:: Exercise ::
Copy each entry below exactly as it appears.

:: Records provided ::
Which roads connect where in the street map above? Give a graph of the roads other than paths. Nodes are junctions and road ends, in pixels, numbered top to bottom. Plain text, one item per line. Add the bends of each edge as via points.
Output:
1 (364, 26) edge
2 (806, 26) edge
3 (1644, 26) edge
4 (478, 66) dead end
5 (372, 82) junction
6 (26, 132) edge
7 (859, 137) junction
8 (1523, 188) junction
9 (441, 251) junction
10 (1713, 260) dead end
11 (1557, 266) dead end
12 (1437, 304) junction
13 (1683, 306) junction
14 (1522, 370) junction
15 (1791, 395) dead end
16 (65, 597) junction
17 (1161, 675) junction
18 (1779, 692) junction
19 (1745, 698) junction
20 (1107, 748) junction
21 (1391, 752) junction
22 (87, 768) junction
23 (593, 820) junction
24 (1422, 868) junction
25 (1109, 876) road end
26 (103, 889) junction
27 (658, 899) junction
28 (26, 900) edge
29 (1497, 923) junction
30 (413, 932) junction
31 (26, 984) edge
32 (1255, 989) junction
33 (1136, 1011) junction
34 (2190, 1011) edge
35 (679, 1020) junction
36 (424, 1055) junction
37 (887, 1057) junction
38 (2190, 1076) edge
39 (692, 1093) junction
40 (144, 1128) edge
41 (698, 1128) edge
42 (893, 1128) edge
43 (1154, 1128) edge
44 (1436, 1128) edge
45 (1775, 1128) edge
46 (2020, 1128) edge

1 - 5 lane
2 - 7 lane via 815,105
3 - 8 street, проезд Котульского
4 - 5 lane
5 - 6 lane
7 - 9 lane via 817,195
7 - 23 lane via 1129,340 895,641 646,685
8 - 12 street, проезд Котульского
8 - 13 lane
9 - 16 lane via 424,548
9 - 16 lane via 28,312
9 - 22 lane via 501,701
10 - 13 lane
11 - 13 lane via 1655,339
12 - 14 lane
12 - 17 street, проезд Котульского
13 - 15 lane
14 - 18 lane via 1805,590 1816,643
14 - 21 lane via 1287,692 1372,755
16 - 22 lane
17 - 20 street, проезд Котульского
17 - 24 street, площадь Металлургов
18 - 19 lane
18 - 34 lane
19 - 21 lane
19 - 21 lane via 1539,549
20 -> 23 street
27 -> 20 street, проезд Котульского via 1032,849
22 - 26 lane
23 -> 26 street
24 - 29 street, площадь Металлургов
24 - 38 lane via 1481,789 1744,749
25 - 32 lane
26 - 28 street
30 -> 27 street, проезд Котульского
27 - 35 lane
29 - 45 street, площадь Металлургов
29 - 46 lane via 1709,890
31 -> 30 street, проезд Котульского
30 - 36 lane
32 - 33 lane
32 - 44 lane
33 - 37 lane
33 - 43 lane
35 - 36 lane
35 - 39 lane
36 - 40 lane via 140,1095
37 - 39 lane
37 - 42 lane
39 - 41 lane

:: Answer space ::
Which roads connect where in the street map above? Give a graph of the roads other than paths. Nodes are junctions and road ends, in pixels, numbered top to bottom. Plain text, one item per line. Add the bends of each edge as via points.
Output:
1 (364, 26) edge
2 (806, 26) edge
3 (1644, 26) edge
4 (478, 66) dead end
5 (372, 82) junction
6 (26, 132) edge
7 (859, 137) junction
8 (1523, 188) junction
9 (441, 251) junction
10 (1713, 260) dead end
11 (1557, 266) dead end
12 (1437, 304) junction
13 (1683, 306) junction
14 (1522, 370) junction
15 (1791, 395) dead end
16 (65, 597) junction
17 (1161, 675) junction
18 (1779, 692) junction
19 (1745, 698) junction
20 (1107, 748) junction
21 (1391, 752) junction
22 (87, 768) junction
23 (593, 820) junction
24 (1422, 868) junction
25 (1109, 876) road end
26 (103, 889) junction
27 (658, 899) junction
28 (26, 900) edge
29 (1497, 923) junction
30 (413, 932) junction
31 (26, 984) edge
32 (1255, 989) junction
33 (1136, 1011) junction
34 (2190, 1011) edge
35 (679, 1020) junction
36 (424, 1055) junction
37 (887, 1057) junction
38 (2190, 1076) edge
39 (692, 1093) junction
40 (144, 1128) edge
41 (698, 1128) edge
42 (893, 1128) edge
43 (1154, 1128) edge
44 (1436, 1128) edge
45 (1775, 1128) edge
46 (2020, 1128) edge

1 - 5 lane
2 - 7 lane via 815,105
3 - 8 street, проезд Котульского
4 - 5 lane
5 - 6 lane
7 - 9 lane via 817,195
7 - 23 lane via 1129,340 895,641 646,685
8 - 12 street, проезд Котульского
8 - 13 lane
9 - 16 lane via 424,548
9 - 16 lane via 28,312
9 - 22 lane via 501,701
10 - 13 lane
11 - 13 lane via 1655,339
12 - 14 lane
12 - 17 street, проезд Котульского
13 - 15 lane
14 - 18 lane via 1805,590 1816,643
14 - 21 lane via 1287,692 1372,755
16 - 22 lane
17 - 20 street, проезд Котульского
17 - 24 street, площадь Металлургов
18 - 19 lane
18 - 34 lane
19 - 21 lane
19 - 21 lane via 1539,549
20 -> 23 street
27 -> 20 street, проезд Котульского via 1032,849
22 - 26 lane
23 -> 26 street
24 - 29 street, площадь Металлургов
24 - 38 lane via 1481,789 1744,749
25 - 32 lane
26 - 28 street
30 -> 27 street, проезд Котульского
27 - 35 lane
29 - 45 street, площадь Металлургов
29 - 46 lane via 1709,890
31 -> 30 street, проезд Котульского
30 - 36 lane
32 - 33 lane
32 - 44 lane
33 - 37 lane
33 - 43 lane
35 - 36 lane
35 - 39 lane
36 - 40 lane via 140,1095
37 - 39 lane
37 - 42 lane
39 - 41 lane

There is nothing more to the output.